What Would We Do Without Experts?

March 15, 2008

Goldman Sachs said $175 crude “represents the price level required to maintain trend economic growth against our anemic supply growth forecasts, assuming growth in the US re-accelerates early next year”.
An industry expert last month claimed oil prices could top $300 per barrel within the next five years, describing current highs of $100 a barrel as “cheap”.

April 28th, 2008

“Oil for June delivery settled at $118.75 a barrel Monday on the New York Mercantile Exchange after earlier touching a record $119.93. Longer-term oil futures, dated for 2013, now trade at $108 a barrel, a strong indication that investors see little cause for prices to drop in the next five years – partly because of low expectations about production growth.
The outlook for oil supplies “signals a period of unprecedented scarcity,” an analyst at CIBC World Markets, Jeff Rubin, said last week.”

June 2008

The CEO of France’s Total SA predicted Wednesday that oil prices will stay high for a long time and said consumers should get used to it. […] “The price of hydrocarbons will stay high for a long time,” he said, adding, “There will not be any more oil at the end of this century” than there is now.

Oct.6, 2008

“Tighter credit does two things. It slows down global economic growth and, by definition, it also slows down energy demand,” said Fadel Gheit, senior energy analyst for Oppenheimer & Co.
The nation’s economic prospects were much stronger a year ago, he said, when oil was trading at $75 a barrel and gasoline sold for an average of $2.77 a gallon nationally and $2.99 a gallon in California.
Oil could drop as low as $60 a barrel by the end of the year, Gheit said.

Now excuse me while I go take a nap until the doomsday-depression crowd is finished with their 15 minutes.
Update: Related.

36 Replies to “What Would We Do Without Experts?”

  1. Hindsight is 20/20 Kate
    Have a look around and I’m sure you can find some quotes from people who predicted correctly.
    Alrhough It is starting to appear that all the countermainstream reporting (boasting) this site has been doing for years is going to end up smearing egg all over Kates face. That is, depending on who you ask.
    Btw- Who runs that CBC?, I need to write a letter or ten, this propaganda machine has run far enough on my nickel.
    sl

  2. And do these experts get big pay checks ?
    Are they penalized when they are wrong ?
    Will the MSM keep quoting them in the future ?
    Will all the citizens keep imbibing the junk forever ? NO !
    Many, many young people believe very little of what they see on the news channel. Can you say attrition ?

  3. “Hindsight is 20/20 Kate
    Have a look around and I’m sure you can find some quotes from people who predicted correctly.”
    Your absolutely right. But how do you explain that monkeys throwing darts have the same record as all the experts … in our 20/20 hindsight?

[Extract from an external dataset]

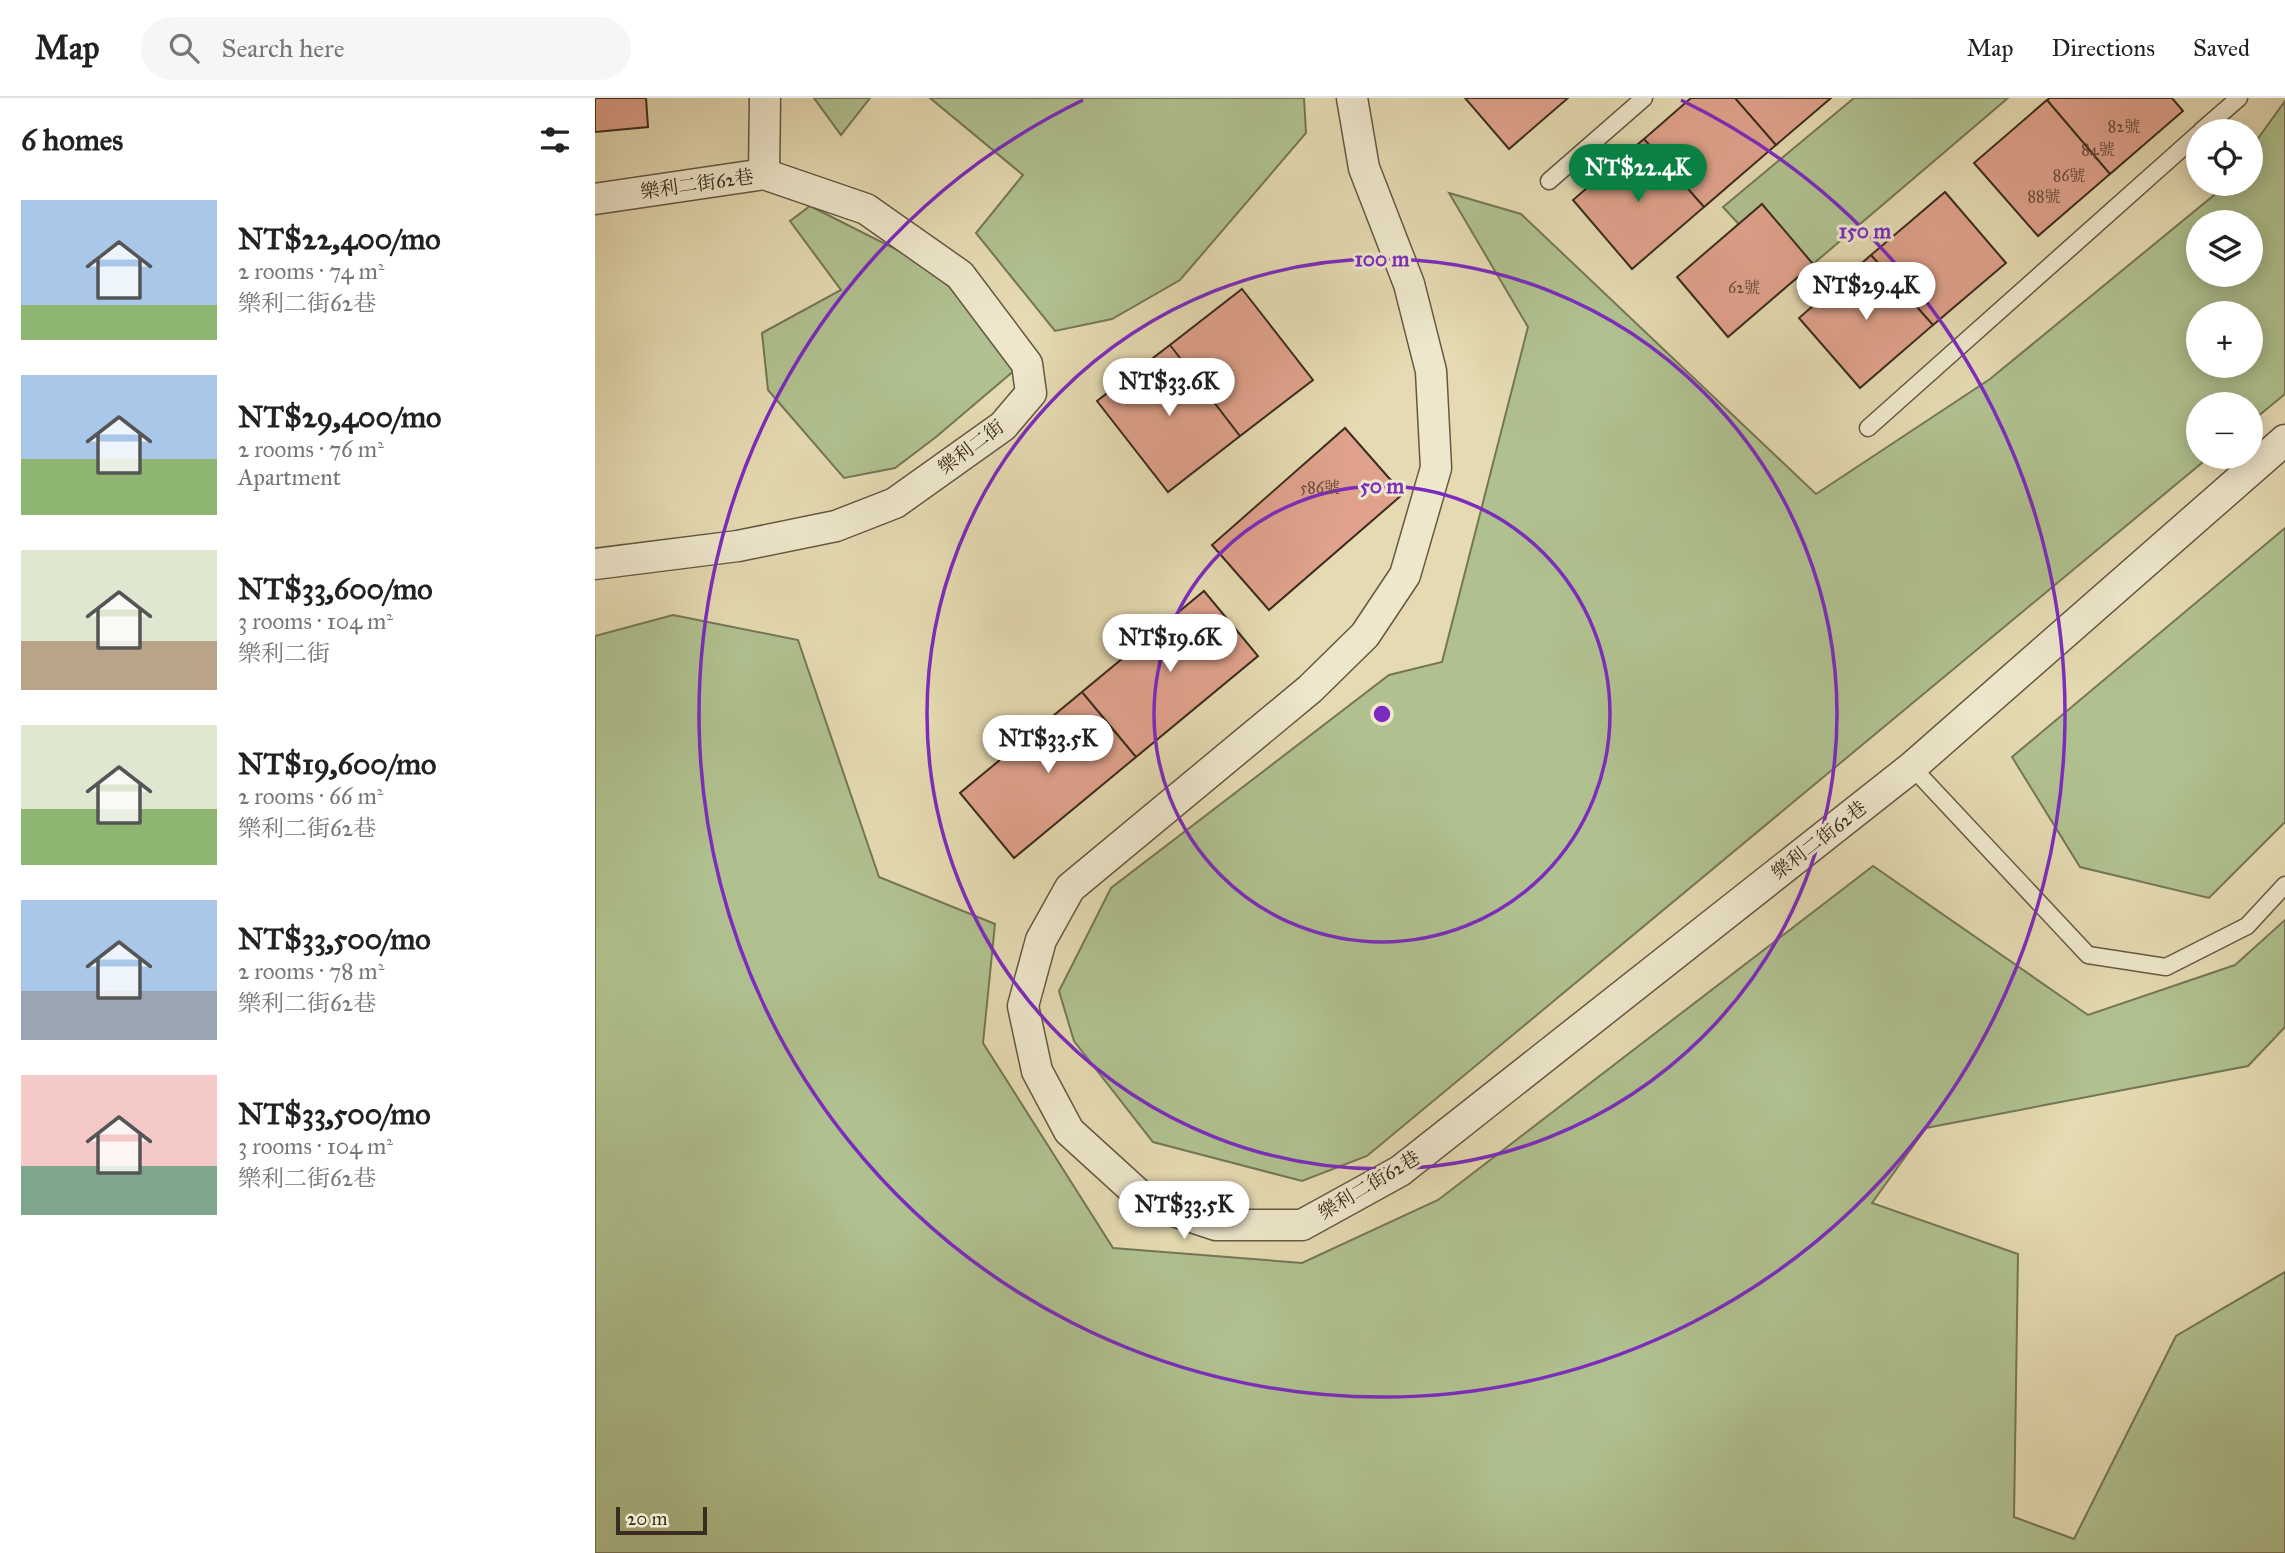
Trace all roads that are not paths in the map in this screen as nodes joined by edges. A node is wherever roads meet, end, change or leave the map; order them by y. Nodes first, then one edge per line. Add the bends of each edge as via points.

  4. I’m sure Warren Buffet saw a house of cards, and just bided his time.
    In a related issuee, I wasn’t happy with two quarters of losses in my rrsp (Scotia- two so-called, professionally managed funds). So I moved them in May. Not big money mind you, but I wonder how they would have done lately. Chuckle….

  5. “There will not be any more oil at the end of this century” than there is now.
    What, is that supposed to mean? It took an expert to say that at the end of the century, we will have as much oil as we have now?

  6. The only commodity that is still plentiful and not taxed… so far, is opinion. Everyone seems to have one. It has spawned a whole new industry in the MSM. Seldom we see a news item without an expert or color commentator giving their “expert” opinion. Unfortunately, the media (and everyone else with an agenda) canbe selective in finding the “right” opinion that fits with the spin that is intended.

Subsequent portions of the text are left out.